JAKARTA, RADIANTVOICE.ID – Dewan Pimpinan Pusat (DPP) Persatuan Alumni Gerakan Mahasiswa Nasional Indonesia (PA GMNI) menyuarakan usulan agar Ali Sastroamidjoyo, Soegarda Poerbakawatja, dan Sri Soemantri dianugerahi gelar Pahlawan Nasional. Usulan ini disampaikan oleh Sekretaris Jenderal DPP PA GMNI, Abdy Yuhana, yang menilai ketiga tokoh tersebut berperan penting dalam memperkuat nilai-nilai kebangsaan dan ideologi negara melalui konsep empat pilar: Pancasila, UUD 1945, NKRI, dan Bhineka Tunggal Ika.
Abdy Yuhana menyebutkan, pengakuan terhadap ketiga tokoh ini sangat relevan, terutama dalam peringatan Hari Pahlawan yang jatuh setiap tanggal 10 November. “Bung Karno pernah menyampaikan bahwa bangsa yang besar adalah bangsa yang menghargai jasa para pahlawannya. Penghargaan ini akan mengingatkan kita pada pentingnya persatuan, gotong royong, dan pengabdian yang tanpa pamrih,” ungkap Abdy di Jakarta, Sabtu (9/11).
Ali Sastroamidjoyo, yang lahir pada 21 Mei 1903, pernah menjabat sebagai Perdana Menteri Indonesia selama dua periode. Selain aktif di Partai Nasional Indonesia (PNI), Ali juga dikenal sebagai sosok yang berjasa dalam memperkenalkan Indonesia di kancah internasional melalui Konferensi Asia-Afrika (KAA), yang merupakan tonggak penting dalam diplomasi global.
“Selain menjadi Perdana Menteri, Ali juga memimpin Indonesia di KAA, yang hingga kini diakui sebagai langkah strategis dalam memperkuat solidaritas negara-negara Asia dan Afrika,” lanjut Abdy.
Tidak hanya Ali, Soegarda Poerbakawatja (1899–1984) juga disebut memiliki kontribusi signifikan di bidang pendidikan. Abdy menjelaskan, Soegarda terlibat dalam pendirian sejumlah universitas besar, seperti Universitas Syiah Kuala di Aceh, Universitas Gadjah Mada di Yogyakarta, dan Universitas Cenderawasih di Papua. Perannya yang luas dalam dunia pendidikan menjadikan Soegarda sebagai tokoh yang layak dikenang.

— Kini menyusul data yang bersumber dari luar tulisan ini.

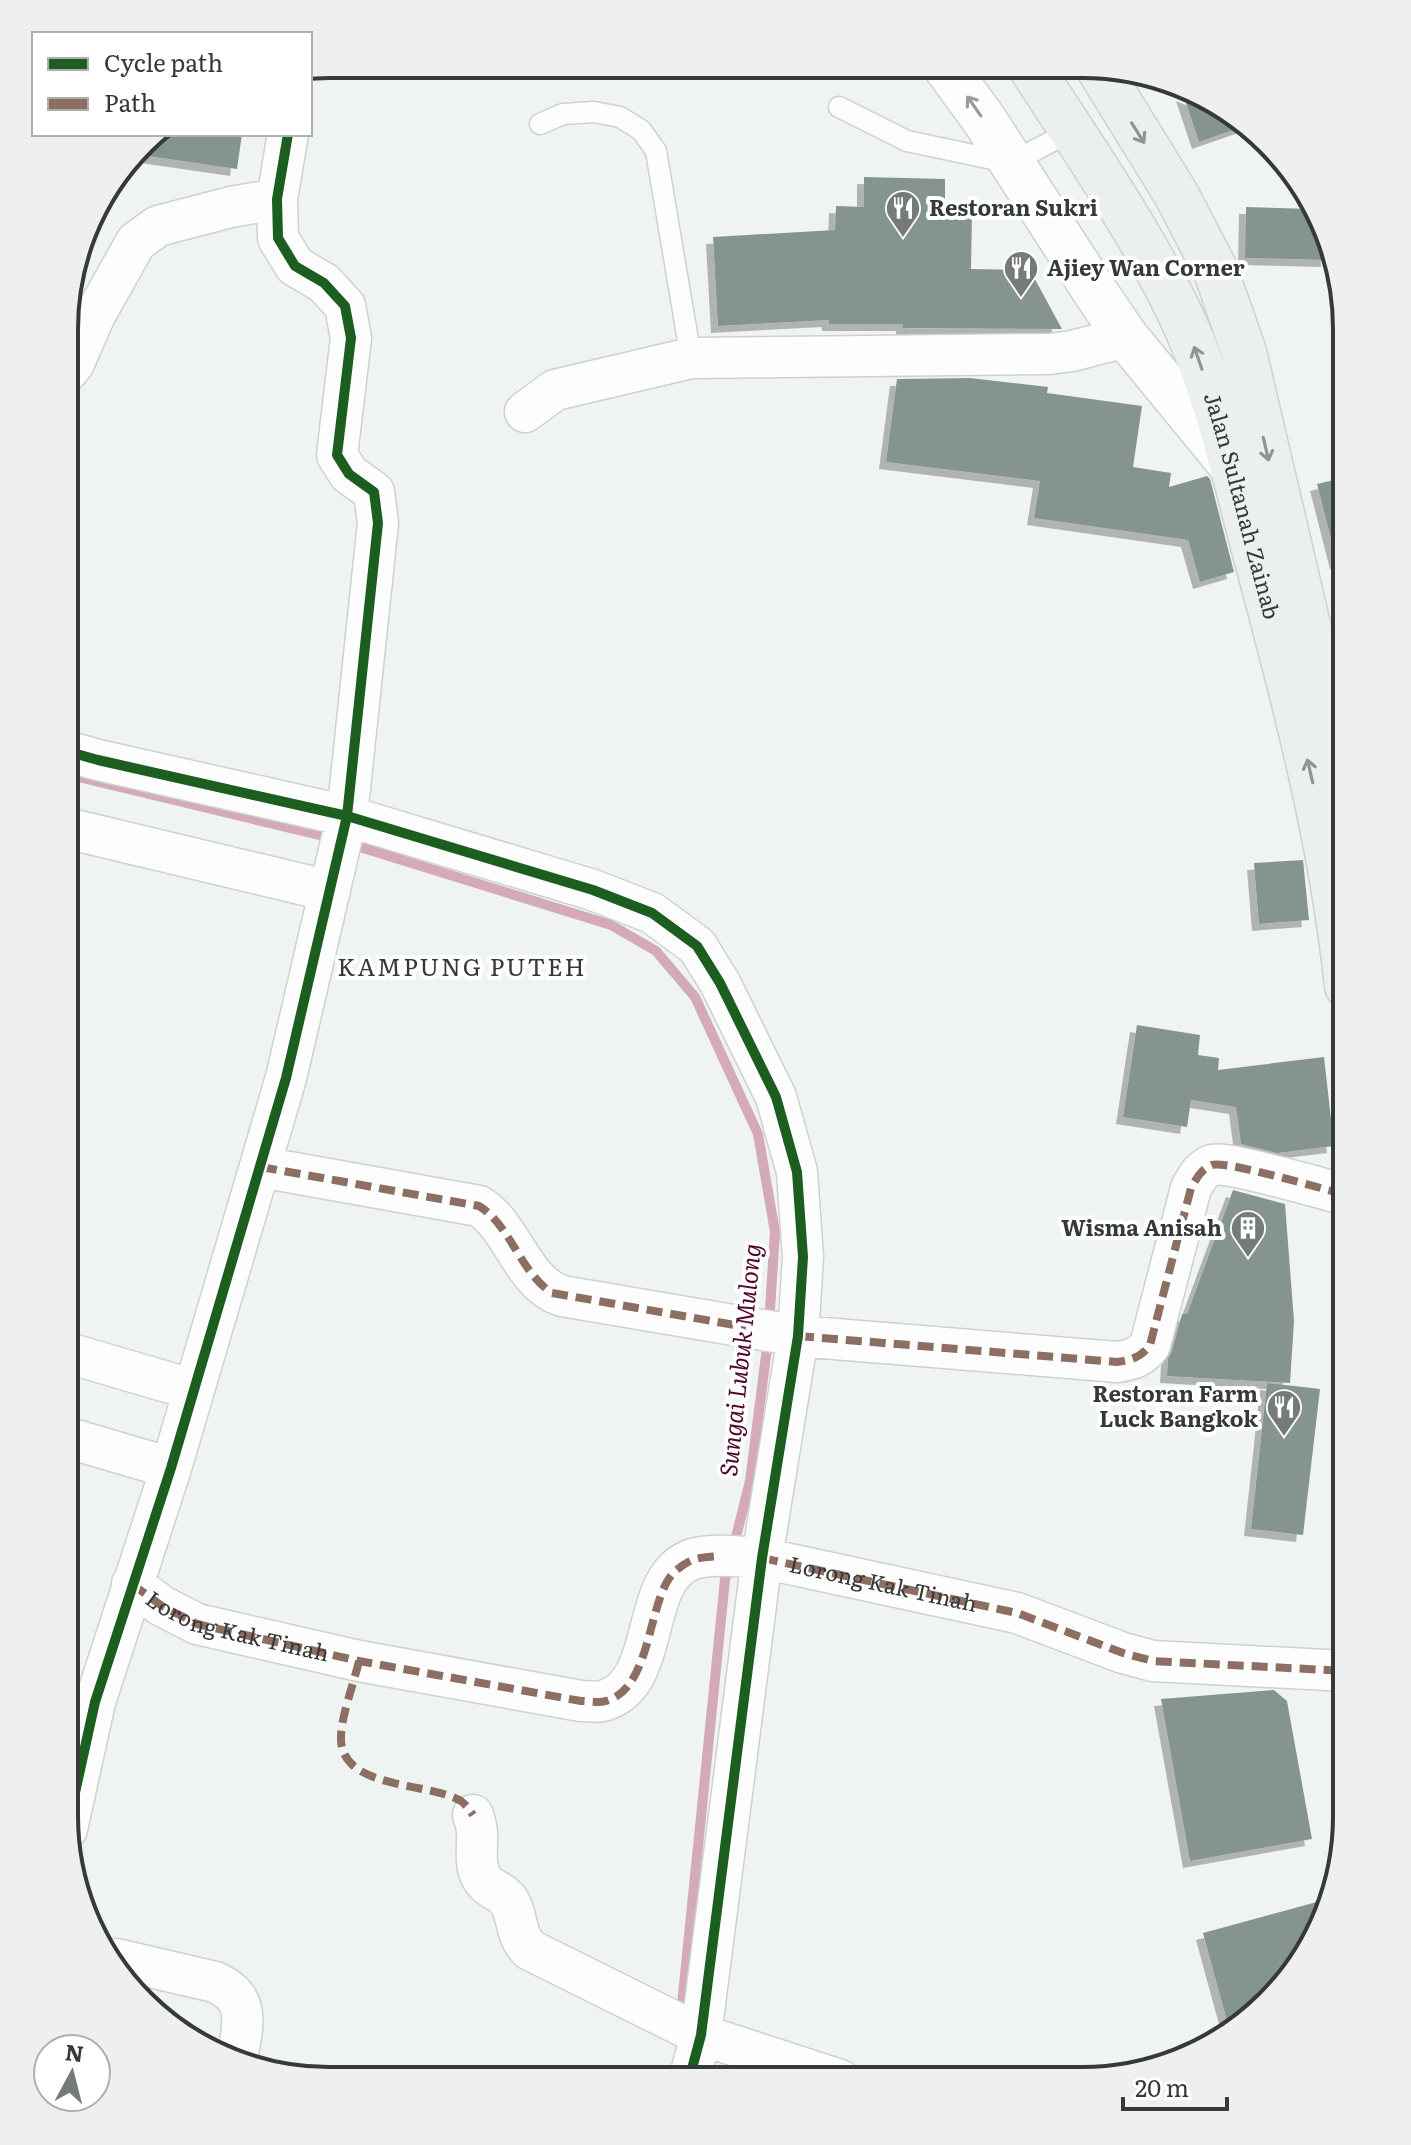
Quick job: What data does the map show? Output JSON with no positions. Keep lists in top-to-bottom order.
{
  "streets": {
    "main road": ["Jalan Sultanah Zainab"],
    "street": ["Lorong Kak Tinah"]
  },
  "districts": ["KAMPUNG PUTEH"],
  "water": ["Sungai Lubuk Mulong"],
  "places": {
    "restaurant": ["Restoran Sukri", "Ajiey Wan Corner", "Restoran Farm Luck Bangkok"],
    "building": ["Wisma Anisah"]
  },
  "legend": ["Cycle path", "Path"],
  "scale_bar": "20 m",
  "north": "top"
}
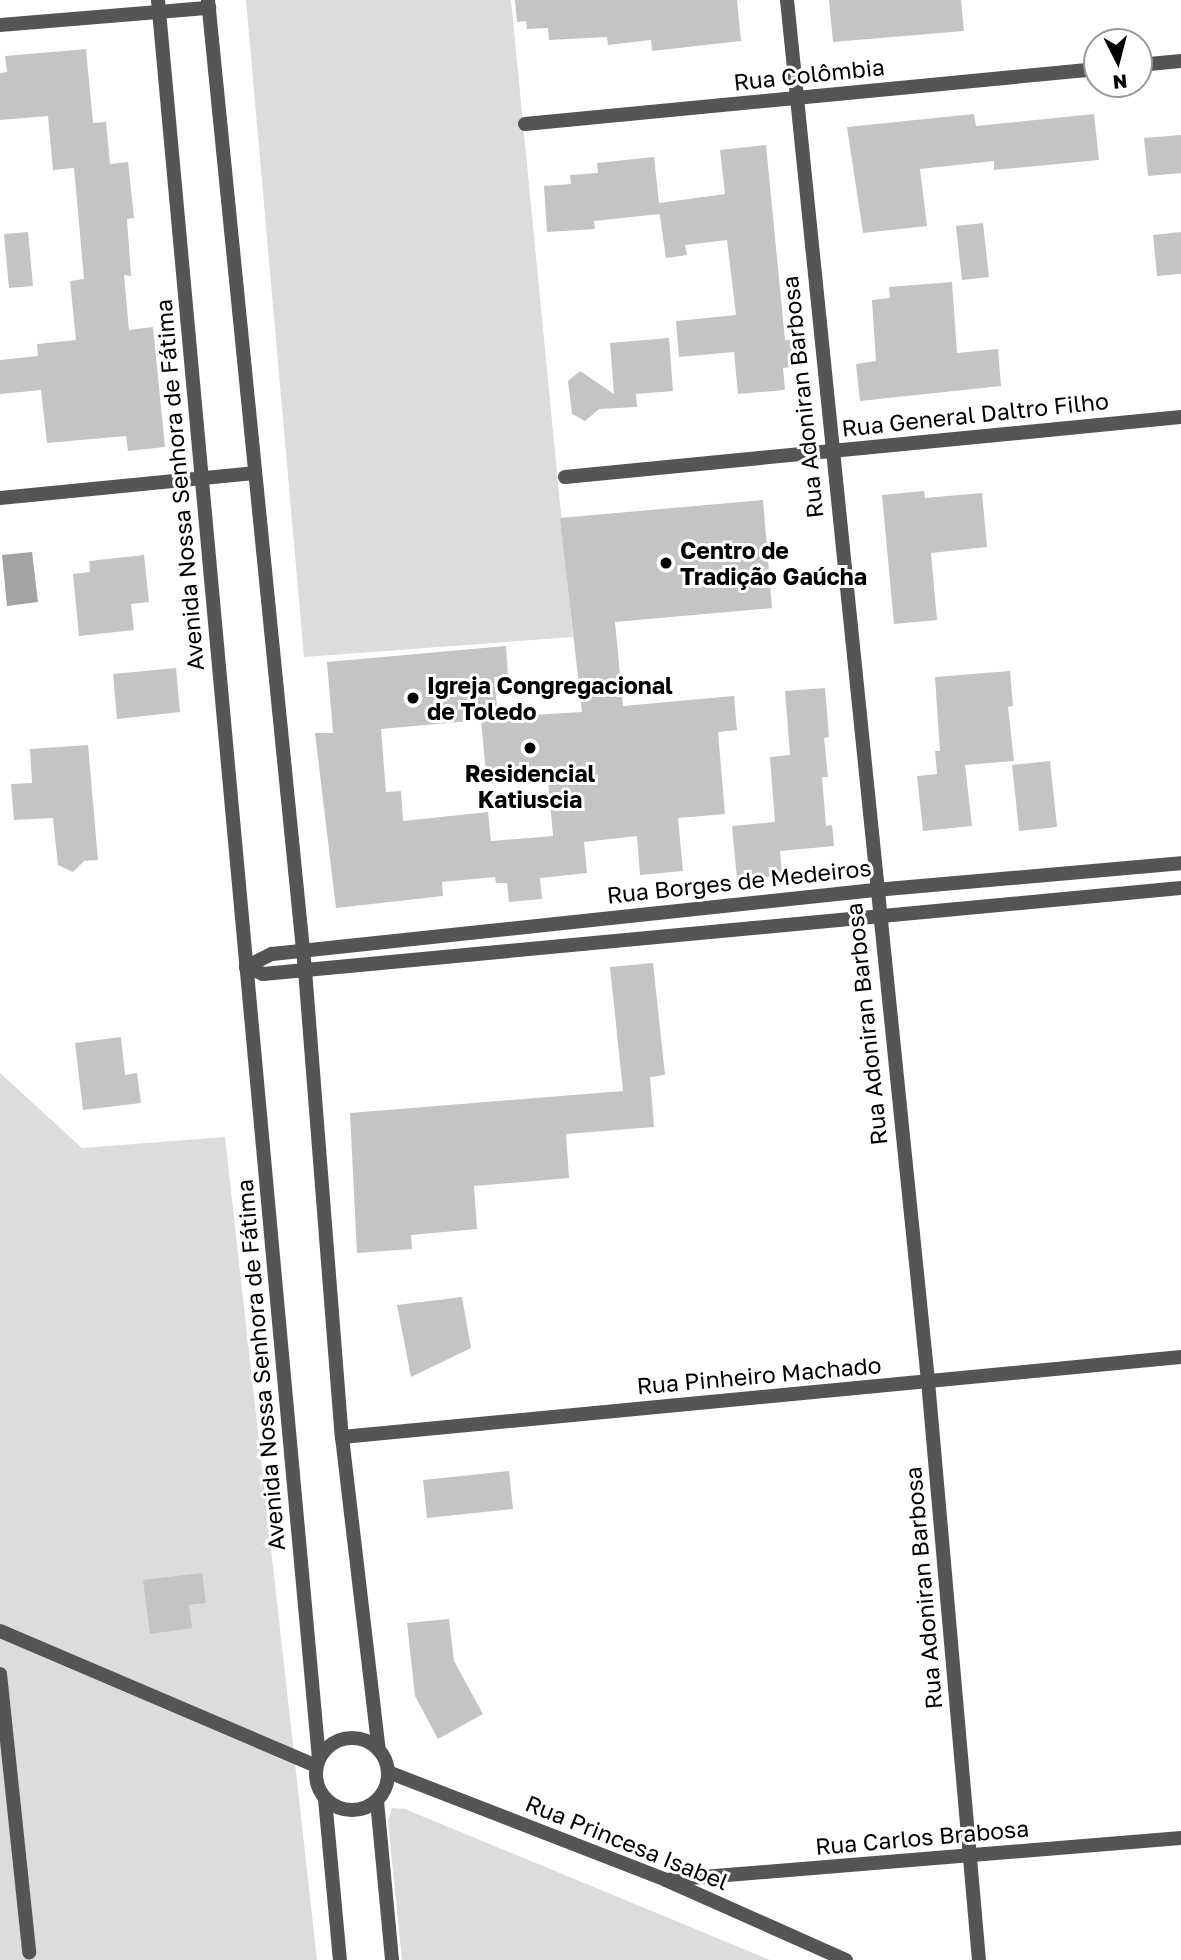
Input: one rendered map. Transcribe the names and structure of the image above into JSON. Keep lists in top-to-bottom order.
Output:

Sri Soemantri, tokoh lain yang diusulkan, dikenal sebagai pakar hukum tata negara asal Tulungagung. Sri Soemantri merupakan Guru Besar Emeritus Fakultas Hukum Universitas Padjadjaran dan anggota Konstituante terakhir dari PNI yang wafat pada 2016. Menurut Abdy, kiprahnya dalam membangun dasar hukum negara menjadi alasan kuat untuk menyematkan gelar pahlawan kepadanya.
Abdy menambahkan, Hari Pahlawan yang diperingati setiap 10 November merupakan momen untuk merefleksikan semangat perjuangan para pahlawan. Pertempuran di Surabaya yang menjadi latar sejarah Hari Pahlawan adalah simbol keberanian bangsa dalam mempertahankan kemerdekaan. “Semangat itu yang kita harus jaga dan kembangkan, khususnya pada generasi muda,” ujarnya.
Tahun ini, Hari Pahlawan mengusung tema “Teladani Pahlawanmu, Cintai Negrimu,” yang diharapkan dapat memperkuat kesadaran cinta tanah air. “Nilai-nilai keberanian, patriotisme, dan gotong royong adalah esensi yang tak boleh hilang,” tegas Abdy.
Usulan PA GMNI ini diharapkan mendapatkan perhatian dari pemerintah untuk mempertimbangkan penganugerahan gelar Pahlawan Nasional kepada ketiga tokoh tersebut. “Pemberian gelar ini bukan hanya penghargaan, melainkan juga bentuk penegasan atas kontribusi mereka dalam mewujudkan Indonesia yang maju, adil, dan makmur,” tutup Abdy (RED).